Tuesday, December 10, 2013
The Associated Press
DERA ISMAIL KHAN, Pakistan — The Pakistani Taliban confirmed the death of their leader in a U.S. drone strike Saturday, a day after he was killed, as the group’s leadership council met to begin the process of choosing a successor.
The death of Hakimullah Mehsud, a ruthless leader known for attacking a CIA base in Afghanistan and a bloody campaign that killed thousands of Pakistani civilians and members of the security forces, is a heavy blow for the militant group.
The drone strike came as the Pakistan government tries to negotiate a peace agreement with the Tehreek-e-Taliban, as the militant group Mehsud headed was formally called. Already the strike threatened to worsen U.S.-Pakistan relations as the Pakistani government’s information minister criticized the U.S. for jeopardizing the peace talks.

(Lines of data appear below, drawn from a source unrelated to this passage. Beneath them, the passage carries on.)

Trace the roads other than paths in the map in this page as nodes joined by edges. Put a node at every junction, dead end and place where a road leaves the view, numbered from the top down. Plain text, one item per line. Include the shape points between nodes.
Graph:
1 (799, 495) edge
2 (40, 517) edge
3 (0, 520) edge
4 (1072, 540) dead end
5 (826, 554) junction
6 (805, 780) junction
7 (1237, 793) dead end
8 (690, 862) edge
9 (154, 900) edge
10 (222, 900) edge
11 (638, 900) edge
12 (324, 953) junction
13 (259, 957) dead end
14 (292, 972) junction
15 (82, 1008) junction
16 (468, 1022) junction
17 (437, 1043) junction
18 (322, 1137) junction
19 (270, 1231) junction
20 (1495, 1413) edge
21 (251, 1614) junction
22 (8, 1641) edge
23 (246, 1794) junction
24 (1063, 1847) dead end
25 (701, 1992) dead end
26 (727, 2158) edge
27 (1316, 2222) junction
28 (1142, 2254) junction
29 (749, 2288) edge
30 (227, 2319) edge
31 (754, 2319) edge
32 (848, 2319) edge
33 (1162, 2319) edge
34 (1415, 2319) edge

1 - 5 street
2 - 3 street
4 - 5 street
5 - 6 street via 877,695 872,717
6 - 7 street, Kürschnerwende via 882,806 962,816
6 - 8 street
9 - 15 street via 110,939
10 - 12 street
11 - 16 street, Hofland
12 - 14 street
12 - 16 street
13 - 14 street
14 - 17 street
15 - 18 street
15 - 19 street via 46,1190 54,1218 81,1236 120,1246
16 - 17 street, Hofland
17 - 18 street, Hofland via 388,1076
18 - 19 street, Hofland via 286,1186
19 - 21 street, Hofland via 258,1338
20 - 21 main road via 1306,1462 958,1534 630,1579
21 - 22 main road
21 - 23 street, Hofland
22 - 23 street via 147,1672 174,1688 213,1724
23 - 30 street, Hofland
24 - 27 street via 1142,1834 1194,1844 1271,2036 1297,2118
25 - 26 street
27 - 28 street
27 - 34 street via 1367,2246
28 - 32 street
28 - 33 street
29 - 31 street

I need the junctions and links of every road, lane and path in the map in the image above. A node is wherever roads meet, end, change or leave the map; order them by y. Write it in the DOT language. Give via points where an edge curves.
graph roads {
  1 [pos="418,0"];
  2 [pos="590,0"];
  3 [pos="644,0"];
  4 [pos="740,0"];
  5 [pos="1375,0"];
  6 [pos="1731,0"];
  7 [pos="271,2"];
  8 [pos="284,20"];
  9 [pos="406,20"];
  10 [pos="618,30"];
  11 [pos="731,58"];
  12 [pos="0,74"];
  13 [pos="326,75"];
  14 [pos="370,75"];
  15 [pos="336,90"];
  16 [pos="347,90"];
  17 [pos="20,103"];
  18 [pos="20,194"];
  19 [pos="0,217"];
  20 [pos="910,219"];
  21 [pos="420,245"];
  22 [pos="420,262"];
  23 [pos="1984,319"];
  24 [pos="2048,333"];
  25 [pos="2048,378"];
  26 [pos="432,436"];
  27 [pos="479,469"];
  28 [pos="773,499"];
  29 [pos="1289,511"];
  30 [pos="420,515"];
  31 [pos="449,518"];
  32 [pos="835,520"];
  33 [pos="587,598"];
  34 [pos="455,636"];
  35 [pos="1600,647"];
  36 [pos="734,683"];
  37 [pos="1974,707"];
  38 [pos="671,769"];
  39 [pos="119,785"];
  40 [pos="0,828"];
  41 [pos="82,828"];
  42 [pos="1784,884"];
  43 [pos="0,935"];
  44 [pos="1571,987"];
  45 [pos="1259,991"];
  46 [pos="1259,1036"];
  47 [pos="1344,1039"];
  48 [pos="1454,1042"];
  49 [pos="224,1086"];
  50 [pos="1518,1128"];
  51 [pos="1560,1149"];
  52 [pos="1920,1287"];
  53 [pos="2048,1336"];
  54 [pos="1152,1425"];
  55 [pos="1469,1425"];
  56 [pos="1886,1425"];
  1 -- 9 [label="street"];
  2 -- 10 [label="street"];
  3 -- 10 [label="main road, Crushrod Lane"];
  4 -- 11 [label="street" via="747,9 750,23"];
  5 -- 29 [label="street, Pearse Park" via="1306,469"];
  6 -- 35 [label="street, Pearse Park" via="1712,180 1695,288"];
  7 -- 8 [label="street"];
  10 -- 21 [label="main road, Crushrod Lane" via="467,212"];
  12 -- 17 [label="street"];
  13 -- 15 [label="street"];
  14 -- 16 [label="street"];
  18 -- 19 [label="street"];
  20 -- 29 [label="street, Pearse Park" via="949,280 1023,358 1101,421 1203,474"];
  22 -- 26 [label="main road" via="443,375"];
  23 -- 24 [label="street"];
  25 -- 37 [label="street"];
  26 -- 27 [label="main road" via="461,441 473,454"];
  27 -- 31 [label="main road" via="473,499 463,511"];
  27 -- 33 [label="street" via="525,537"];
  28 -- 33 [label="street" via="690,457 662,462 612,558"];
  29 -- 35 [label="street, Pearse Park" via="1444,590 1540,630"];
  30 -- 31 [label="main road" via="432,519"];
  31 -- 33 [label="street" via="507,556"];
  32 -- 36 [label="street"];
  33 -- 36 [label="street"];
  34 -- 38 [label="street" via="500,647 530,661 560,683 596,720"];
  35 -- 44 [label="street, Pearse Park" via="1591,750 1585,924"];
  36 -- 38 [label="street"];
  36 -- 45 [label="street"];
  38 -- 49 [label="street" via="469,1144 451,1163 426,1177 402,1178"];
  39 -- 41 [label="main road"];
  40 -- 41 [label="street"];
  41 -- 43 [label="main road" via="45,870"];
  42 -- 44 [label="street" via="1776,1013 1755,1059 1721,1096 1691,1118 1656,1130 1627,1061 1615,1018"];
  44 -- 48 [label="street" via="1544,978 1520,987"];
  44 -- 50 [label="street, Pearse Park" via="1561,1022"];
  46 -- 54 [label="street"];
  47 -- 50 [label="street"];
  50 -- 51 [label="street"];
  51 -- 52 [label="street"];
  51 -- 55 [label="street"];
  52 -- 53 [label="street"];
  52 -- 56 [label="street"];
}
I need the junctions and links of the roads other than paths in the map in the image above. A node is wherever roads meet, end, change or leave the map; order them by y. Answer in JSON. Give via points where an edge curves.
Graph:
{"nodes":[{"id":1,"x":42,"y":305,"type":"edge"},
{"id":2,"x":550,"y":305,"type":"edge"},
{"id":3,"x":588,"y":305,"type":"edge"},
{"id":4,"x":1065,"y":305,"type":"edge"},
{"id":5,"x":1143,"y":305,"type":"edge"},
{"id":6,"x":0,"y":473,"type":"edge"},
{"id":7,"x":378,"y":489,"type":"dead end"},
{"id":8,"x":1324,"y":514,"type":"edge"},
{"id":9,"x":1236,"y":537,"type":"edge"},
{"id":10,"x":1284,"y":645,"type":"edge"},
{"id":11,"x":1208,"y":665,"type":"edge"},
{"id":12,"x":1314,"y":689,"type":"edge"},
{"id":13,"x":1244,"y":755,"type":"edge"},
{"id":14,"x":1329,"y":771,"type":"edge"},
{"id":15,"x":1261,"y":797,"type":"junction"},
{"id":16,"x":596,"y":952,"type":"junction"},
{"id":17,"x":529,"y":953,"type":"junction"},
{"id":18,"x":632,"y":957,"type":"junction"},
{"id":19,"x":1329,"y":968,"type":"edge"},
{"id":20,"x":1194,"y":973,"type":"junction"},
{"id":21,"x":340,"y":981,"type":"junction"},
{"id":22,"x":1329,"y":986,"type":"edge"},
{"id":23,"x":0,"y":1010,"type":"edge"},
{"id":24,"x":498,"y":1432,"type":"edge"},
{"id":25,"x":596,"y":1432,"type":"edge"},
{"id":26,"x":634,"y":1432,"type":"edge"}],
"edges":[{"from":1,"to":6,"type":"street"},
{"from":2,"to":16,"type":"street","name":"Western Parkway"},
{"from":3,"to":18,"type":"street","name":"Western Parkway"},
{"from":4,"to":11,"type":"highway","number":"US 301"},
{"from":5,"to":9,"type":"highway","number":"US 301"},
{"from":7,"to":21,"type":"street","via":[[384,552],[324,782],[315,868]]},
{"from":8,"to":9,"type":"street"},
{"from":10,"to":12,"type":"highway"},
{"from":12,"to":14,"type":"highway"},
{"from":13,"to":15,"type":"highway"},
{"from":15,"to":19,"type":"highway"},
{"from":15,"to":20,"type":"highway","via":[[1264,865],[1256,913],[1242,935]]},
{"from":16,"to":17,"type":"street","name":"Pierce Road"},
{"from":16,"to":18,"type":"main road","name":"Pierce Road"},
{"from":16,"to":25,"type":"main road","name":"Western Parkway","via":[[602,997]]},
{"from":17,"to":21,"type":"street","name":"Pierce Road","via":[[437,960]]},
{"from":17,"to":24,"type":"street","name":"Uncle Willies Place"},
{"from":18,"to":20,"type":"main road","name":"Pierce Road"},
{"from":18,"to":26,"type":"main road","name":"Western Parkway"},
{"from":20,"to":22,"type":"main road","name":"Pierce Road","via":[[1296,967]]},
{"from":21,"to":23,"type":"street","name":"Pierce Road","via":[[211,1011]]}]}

“What we can say is this time the drone (strike) was on the dialogue, but we will not let the dialogue die,” Information Minister Pervaiz Rashid said.
Azam Tariq, the Pakistani Taliban spokesman in the South Waziristan tribal area, provided the first official confirmation of Mehsud’s death.
“We are proud of the martyrdom of Hakimullah Mehsud,” Tariq told The Associated Press by telephone from an undisclosed location. “We will continue our activities.”
Mehsud and the other four militants killed in the strike were buried Saturday at an undisclosed location, Taliban commanders said. Drones still flew over North Waziristan on Saturday. Witnesses in the towns of Mir Ali and Miran Shah reported that Mehsud’s supporters fired at them in anger.
The Taliban’s Shura Council, a group of commanders representing various wings of the group, gathered at an undisclosed location Saturday in the North Waziristan tribal area, intelligence officials and militant commander said. That’s the same region where a U.S. drone strike killed Mehsud on Friday.
The Shura will continue to meet for a few days before it makes a decision, said Tariq, the Taliban spokesman.
The two main candidates to succeed Mehsud are Khan Sayed, the Pakistani Taliban leader in the South Waziristan tribal area, and Mullah Fazlullah, the chief in the northwest Swat Valley, said Pakistani intelligence officials and Taliban commanders interviewed by phone.
Omar Khalid Khurasani, who heads the group’s wing in the Mohmand tribal area, is also in the running, militant commanders said. He was not believed to be a strong candidate.
Several Taliban commanders reported that a majority of Shura members voted for Sayed, but they were still waiting for commanders from remote areas to arrive. One commander said the Shura chose a caretaker chief, Sheharyar Mehsud, to lead until the group chooses a permanent successor.
All the officials and the commanders spoke anonymously because they were not authorized to talk to media.
A leadership struggle broke out after Hakimullah Mehsud’s predecessor, Baitullah Mehsud, was killed in a drone strike in 2009, and it took the group a couple weeks to choose a new leader. It’s unclear if a similar leadership struggle is underway now.
Hakimullah Mehsud was killed in a village outside Miran Shah when multiple missiles slammed into a compound just after a vehicle carrying the militant commander arrived. The other militants killed were identified as Mehsud’s cousin, uncle and one of his guards. The identity of the fourth militant is not yet known.
Mehsud gained a reputation as a merciless planner of suicide attacks in Pakistan. After taking over as the Pakistani Taliban’s leader, he tried to internationalize the group’s focus.
He’s believed to have been behind a deadly suicide attack at a CIA base in Afghanistan and a failed car bombing in New York’s Times Square, as well as assaults in Pakistan that killed thousands of civilians and members of security forces.